Puchkov, as well as Deputy Prime Minister Arkady Dvorkovich and parent company Severstal President Aleksey Mordashov, had flown out to the mine site. According to Dvorkovich, a preliminary government investigation concluded that the explosions resulted from natural factors. He asserted that officials from the Federal Service for Environmental, Technological and Nuclear Oversight had inspected Severstal just a few days before the disaster; that the issues identified in the inspection were not related to the explosions at Severnaya; and that the methane sensors in the mine had recorded below-critical levels and had not detected any dangers.
On Monday, Dvorkovich explained to a meeting with Vice President Dmitry Medvedev, “It would have been impossible to prevent the explosion at Severnaya. The methane level rose spasmodically. That is, there was a spasmodic discharge. There was no gradual rise in the gas level. The gas sensors didn’t detect anything, and it actually would have been impossible to prevent this particular discharge using safety control measures.”
Nevertheless, the Investigative Committee of Russia has initiated a criminal prosecution over violations of safety regulations. As mine disaster expert Aleksandr Gerusov explained to media agency RBC, “If all safety systems are functioning properly, the likelihood of a methane explosion or rock burst is practically reduced to zero. Statistically, 90 percent of all mine disasters result from the human factor.”
Surviving workers and the families of the killed workers likewise dispute the government’s assessment. Mikhail Momot, a Severnaya mineworker who survived because he was on vacation, told Internet news agency Rus2Web, “Everybody who was working there knew that a large quantity of methane gas had accumulated over recent months. However, the mine’s management for some reason didn’t do anything about it.”

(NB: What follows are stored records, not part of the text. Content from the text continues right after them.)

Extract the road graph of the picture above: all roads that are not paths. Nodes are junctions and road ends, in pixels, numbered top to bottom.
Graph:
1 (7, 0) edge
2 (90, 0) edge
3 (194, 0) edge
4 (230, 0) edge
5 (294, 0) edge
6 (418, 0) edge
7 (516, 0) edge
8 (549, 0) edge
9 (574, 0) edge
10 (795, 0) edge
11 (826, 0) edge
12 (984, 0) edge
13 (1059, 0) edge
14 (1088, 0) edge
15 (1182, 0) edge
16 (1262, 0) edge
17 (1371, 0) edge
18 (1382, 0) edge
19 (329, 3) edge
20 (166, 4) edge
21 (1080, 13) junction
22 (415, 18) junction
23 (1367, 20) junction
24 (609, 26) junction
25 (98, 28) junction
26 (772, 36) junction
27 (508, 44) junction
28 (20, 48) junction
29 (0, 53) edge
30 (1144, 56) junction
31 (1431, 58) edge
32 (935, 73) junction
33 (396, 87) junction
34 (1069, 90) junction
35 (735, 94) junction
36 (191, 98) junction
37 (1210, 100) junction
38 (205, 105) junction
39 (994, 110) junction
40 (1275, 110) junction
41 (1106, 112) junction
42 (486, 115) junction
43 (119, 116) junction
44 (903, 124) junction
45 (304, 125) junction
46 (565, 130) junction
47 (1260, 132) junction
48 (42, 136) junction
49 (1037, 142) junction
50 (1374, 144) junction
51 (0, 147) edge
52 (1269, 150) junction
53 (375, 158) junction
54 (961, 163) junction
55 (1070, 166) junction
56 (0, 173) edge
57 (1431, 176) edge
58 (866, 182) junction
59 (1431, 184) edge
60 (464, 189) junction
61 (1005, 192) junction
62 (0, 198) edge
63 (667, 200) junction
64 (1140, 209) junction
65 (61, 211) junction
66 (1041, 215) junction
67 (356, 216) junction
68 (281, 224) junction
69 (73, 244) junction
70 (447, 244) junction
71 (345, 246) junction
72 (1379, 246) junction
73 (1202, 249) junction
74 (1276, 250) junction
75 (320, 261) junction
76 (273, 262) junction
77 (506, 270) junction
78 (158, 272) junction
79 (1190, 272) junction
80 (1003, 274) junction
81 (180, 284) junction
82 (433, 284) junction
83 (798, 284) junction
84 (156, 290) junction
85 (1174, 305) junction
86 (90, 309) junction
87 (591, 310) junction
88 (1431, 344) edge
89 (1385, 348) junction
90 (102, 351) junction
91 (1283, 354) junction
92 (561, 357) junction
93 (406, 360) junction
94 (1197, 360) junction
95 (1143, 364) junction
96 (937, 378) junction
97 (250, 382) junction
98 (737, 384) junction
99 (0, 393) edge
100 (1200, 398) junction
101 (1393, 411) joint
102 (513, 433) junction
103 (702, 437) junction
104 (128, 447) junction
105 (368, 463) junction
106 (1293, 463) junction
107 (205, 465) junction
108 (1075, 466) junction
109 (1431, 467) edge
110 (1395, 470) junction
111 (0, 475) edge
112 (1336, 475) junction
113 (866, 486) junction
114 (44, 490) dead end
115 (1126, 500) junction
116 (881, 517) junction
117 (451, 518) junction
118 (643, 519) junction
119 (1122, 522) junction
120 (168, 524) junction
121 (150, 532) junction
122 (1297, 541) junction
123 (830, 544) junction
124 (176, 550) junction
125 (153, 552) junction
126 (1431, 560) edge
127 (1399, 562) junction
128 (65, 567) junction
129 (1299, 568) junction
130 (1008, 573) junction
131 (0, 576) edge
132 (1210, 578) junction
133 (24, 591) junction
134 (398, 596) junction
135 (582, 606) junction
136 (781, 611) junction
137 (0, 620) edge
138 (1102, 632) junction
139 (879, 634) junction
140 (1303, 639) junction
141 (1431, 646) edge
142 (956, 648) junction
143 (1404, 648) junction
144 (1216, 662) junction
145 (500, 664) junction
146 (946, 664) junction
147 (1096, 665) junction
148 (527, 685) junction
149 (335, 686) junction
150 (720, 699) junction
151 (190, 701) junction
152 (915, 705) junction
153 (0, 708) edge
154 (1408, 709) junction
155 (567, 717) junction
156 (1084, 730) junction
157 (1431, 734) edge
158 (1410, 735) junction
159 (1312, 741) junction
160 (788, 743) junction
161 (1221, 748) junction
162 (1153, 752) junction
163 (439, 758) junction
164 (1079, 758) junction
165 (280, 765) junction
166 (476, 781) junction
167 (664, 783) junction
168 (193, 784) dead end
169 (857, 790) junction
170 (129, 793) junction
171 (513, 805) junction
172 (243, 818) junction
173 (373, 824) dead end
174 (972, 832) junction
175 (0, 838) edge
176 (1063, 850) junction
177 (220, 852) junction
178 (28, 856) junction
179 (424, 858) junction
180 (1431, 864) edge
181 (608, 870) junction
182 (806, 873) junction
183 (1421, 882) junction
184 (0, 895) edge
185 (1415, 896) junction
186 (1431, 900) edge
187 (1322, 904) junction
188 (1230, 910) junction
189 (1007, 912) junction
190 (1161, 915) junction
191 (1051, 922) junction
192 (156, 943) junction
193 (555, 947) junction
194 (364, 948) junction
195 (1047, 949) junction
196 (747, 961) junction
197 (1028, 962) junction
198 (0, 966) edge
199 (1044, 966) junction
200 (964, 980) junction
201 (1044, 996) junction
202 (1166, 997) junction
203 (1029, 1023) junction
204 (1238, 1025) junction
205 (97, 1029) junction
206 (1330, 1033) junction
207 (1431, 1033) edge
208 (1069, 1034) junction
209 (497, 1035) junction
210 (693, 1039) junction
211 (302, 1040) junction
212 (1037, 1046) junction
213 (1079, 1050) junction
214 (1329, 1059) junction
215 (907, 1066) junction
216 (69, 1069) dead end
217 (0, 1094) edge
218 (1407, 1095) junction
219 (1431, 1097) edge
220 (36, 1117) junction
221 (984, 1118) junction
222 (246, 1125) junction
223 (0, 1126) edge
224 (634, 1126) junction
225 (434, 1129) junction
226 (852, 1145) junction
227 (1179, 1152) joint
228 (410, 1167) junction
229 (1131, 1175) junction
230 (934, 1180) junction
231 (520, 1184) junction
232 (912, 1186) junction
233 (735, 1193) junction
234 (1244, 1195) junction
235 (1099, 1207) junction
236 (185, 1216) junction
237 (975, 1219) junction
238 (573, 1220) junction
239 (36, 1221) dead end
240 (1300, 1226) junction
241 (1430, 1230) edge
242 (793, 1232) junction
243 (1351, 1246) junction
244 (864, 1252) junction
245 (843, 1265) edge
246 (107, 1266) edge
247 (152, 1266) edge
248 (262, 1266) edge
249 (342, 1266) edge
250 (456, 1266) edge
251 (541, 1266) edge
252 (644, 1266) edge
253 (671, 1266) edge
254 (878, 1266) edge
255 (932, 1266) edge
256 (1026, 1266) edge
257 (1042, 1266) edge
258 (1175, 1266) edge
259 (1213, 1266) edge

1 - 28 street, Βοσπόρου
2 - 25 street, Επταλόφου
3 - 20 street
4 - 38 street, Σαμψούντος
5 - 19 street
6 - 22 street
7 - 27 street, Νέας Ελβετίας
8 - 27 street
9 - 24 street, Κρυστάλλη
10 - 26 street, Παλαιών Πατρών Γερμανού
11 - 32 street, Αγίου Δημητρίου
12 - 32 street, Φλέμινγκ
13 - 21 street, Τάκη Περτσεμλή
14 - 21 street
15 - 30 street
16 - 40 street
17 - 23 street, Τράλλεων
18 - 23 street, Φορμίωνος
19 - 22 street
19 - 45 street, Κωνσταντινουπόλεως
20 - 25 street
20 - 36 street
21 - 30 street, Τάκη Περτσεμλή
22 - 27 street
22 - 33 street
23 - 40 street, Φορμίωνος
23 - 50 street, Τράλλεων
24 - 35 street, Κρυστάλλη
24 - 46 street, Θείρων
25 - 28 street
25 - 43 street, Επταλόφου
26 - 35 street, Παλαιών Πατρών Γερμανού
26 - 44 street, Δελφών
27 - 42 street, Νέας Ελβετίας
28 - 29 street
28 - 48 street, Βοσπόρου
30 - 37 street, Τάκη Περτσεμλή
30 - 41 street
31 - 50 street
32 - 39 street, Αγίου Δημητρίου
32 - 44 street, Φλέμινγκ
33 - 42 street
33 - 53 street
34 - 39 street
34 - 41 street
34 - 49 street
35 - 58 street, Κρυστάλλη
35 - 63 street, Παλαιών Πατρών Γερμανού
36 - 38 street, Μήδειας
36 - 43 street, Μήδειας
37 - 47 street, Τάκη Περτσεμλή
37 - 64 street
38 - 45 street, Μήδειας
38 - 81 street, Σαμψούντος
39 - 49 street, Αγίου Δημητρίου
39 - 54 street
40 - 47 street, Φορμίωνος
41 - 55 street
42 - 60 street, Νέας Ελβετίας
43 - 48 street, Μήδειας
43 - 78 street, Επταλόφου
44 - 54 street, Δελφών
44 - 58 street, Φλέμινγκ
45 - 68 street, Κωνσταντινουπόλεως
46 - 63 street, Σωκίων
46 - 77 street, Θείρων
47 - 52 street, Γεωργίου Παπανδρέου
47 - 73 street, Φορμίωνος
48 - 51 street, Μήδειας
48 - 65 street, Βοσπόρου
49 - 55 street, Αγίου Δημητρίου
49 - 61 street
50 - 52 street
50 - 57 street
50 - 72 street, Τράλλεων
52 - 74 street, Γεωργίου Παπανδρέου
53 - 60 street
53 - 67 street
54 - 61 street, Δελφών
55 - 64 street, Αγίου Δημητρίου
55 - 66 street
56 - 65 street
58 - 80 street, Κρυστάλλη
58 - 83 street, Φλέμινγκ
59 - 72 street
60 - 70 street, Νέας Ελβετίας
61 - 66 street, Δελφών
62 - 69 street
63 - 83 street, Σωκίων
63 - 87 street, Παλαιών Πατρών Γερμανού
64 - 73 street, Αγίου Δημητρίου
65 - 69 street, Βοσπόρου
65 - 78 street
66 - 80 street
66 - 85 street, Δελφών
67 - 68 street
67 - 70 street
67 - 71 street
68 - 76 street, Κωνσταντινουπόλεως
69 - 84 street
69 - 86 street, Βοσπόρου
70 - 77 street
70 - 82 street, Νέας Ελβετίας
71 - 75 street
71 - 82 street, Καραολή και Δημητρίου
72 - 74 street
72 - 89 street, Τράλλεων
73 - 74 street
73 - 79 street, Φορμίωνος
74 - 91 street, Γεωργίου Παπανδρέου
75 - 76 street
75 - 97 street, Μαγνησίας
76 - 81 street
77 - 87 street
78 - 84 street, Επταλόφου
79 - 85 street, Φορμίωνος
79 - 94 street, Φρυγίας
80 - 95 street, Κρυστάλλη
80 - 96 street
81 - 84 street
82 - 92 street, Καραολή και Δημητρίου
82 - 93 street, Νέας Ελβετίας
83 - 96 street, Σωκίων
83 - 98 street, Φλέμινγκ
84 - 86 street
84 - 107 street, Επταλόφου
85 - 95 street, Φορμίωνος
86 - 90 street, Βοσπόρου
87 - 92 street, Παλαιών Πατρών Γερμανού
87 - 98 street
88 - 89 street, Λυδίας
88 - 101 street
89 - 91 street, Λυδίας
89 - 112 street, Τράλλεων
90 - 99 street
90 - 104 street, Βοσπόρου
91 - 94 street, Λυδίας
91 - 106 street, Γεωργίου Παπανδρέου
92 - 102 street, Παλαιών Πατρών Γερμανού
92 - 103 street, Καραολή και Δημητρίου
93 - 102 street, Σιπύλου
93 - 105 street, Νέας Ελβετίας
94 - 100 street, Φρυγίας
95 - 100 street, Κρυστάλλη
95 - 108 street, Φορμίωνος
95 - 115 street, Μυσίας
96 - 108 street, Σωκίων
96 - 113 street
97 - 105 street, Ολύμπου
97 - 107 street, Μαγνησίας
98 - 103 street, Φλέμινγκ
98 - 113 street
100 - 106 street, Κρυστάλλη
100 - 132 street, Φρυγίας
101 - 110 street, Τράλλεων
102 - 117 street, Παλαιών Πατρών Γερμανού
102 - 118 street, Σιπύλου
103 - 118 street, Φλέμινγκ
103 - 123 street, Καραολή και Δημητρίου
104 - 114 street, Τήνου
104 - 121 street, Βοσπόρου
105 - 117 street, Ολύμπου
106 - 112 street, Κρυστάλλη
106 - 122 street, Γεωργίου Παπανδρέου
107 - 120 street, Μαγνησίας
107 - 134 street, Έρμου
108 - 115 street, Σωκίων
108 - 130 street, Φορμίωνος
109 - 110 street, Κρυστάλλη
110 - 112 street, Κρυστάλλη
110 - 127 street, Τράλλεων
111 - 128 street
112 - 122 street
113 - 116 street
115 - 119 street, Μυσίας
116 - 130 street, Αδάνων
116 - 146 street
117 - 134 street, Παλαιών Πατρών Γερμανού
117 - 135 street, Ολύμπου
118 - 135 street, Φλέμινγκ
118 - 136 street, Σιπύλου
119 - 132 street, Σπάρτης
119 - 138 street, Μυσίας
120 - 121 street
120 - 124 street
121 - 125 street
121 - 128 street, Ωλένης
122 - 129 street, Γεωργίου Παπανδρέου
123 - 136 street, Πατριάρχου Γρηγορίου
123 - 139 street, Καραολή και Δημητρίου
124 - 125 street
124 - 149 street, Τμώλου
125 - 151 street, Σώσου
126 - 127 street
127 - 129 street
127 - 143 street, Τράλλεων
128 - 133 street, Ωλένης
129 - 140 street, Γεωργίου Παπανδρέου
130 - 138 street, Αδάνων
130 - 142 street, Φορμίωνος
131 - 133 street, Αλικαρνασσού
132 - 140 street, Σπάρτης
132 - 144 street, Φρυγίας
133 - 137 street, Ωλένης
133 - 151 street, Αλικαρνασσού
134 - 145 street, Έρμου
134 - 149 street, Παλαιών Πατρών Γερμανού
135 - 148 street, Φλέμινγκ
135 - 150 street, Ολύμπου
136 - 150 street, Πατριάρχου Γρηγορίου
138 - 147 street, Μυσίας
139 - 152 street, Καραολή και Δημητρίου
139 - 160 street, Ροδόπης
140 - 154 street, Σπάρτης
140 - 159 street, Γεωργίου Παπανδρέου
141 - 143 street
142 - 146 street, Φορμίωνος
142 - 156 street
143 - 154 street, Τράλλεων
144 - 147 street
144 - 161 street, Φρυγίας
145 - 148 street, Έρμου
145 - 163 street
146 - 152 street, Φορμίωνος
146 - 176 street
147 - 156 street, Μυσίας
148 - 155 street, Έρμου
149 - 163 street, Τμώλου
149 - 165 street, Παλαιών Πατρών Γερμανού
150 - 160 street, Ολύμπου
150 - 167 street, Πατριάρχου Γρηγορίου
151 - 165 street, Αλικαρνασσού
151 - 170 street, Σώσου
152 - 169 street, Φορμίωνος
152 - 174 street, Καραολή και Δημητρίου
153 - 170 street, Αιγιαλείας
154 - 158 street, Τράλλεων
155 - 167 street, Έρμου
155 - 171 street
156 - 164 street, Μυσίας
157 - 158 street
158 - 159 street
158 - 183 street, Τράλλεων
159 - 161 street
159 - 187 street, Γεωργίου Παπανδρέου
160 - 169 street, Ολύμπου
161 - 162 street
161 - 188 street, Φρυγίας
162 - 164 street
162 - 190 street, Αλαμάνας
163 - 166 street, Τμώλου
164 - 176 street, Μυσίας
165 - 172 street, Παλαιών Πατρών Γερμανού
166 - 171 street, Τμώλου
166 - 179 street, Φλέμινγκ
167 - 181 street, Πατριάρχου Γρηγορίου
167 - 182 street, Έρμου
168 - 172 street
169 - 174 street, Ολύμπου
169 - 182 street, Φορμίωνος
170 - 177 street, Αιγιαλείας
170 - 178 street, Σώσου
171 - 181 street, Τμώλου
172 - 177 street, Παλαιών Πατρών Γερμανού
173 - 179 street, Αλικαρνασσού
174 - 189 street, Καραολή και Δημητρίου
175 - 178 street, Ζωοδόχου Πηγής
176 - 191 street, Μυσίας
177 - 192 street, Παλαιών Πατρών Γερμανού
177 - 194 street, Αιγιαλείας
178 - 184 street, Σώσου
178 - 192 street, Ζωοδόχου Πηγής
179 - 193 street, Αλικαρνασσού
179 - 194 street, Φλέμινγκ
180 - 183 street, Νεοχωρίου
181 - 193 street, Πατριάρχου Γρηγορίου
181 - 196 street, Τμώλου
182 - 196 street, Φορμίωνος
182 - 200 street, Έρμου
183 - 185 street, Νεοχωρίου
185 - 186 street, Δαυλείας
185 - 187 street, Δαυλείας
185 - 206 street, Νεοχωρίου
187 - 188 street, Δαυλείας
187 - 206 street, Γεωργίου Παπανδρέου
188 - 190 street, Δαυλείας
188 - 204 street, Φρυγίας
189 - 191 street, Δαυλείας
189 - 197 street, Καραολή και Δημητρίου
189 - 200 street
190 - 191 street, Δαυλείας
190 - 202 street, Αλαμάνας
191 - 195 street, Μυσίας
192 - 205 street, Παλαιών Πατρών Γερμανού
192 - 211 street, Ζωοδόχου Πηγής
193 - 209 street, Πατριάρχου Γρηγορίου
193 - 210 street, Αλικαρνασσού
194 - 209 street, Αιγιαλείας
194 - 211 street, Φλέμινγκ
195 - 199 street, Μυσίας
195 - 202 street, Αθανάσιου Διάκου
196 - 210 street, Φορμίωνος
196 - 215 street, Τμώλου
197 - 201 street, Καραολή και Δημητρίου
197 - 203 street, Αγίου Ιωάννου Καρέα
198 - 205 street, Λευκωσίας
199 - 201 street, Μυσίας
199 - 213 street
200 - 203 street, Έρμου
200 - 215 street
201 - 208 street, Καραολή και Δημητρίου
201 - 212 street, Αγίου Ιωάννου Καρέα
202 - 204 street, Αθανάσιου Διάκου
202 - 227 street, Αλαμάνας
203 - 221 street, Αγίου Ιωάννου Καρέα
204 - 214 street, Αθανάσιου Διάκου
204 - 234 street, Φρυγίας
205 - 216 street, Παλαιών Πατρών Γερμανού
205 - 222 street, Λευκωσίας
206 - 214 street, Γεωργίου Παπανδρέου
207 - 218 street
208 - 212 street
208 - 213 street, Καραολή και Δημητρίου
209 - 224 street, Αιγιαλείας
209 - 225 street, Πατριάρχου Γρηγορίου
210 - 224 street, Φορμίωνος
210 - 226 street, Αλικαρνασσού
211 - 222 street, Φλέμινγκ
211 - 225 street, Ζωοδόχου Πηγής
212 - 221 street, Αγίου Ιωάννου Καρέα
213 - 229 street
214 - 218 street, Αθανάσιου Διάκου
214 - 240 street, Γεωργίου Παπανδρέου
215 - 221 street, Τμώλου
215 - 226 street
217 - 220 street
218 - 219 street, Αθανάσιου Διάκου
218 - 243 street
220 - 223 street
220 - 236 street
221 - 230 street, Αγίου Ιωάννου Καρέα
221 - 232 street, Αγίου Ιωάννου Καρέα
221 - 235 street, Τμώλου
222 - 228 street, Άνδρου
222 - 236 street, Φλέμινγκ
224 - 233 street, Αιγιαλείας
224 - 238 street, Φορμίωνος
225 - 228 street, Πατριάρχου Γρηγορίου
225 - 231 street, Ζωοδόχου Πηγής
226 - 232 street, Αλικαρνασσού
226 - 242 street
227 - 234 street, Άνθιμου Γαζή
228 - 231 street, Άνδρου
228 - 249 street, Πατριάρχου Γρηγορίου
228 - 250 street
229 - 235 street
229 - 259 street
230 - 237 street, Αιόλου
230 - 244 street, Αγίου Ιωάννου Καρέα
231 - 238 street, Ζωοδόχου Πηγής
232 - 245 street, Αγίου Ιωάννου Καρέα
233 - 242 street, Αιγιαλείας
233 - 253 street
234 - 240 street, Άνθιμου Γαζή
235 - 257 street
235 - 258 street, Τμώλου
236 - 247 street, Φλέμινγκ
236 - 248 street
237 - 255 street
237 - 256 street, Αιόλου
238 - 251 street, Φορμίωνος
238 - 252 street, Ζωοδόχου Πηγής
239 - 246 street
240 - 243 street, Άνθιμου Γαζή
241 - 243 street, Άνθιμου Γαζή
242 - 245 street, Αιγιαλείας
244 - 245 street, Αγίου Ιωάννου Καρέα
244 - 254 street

Similarly, Konstantin Pimenov, a miner and Vorkuta City Council member, told Rus2Web, “I had spoken directly with Severnaya miners and technical specialists. They had told me that there was a significant increase of methane emissions going on. All of the officials know this, but they just left it to chance. They hoped that it would pass somehow.”
Darya Tryasukho, daughter of killed miner Vyacheslav Tryasukho, posted on her page on the VKontakte social network website photographs of a portable gas sensor belonging to a Severnaya miner that show a 2.55 percent methane level recorded on February 11, 2016. According to Russian government regulations, the maximum acceptable concentration of methane in a coal mineshaft is 2 percent.
In an interview with news agency LifeNews, Natalia Tryasukho, the widow of Vyacheslav Tryasukho, explained that her late husband had warned of the danger of a disaster in the mine.
“Just a few days before the tragedy, my husband had said that there was the danger of a rock burst. The level of gas in the air was very high, but management had taken all possible measures to keep gas safety sensors from functioning. They covered the sensors up and buried them. They did this because the system is automated, and when the sensors are activated, everything stops. They demanded production, and nothing else. Safety concerned no one,” Natalia Tryasukho explained.
Severnaya miner Sergey Proskuryakov, who survived the disaster because he worked during a different shift, supported the Tryasukhos’ contentions regarding gas sensors. He told Rus2Web that “it’s a well-known fact that they tampered with the sensors that record the methane gas content in the air in the mine. Following management instructions, the sensors were configured so as not to go too high and only to show numbers that fall within the limit. In reality, the methane content in the mine is significantly higher than the safety rules require. Now those who gave the directions to tamper with the sensors should face the relatives of the dead miners.”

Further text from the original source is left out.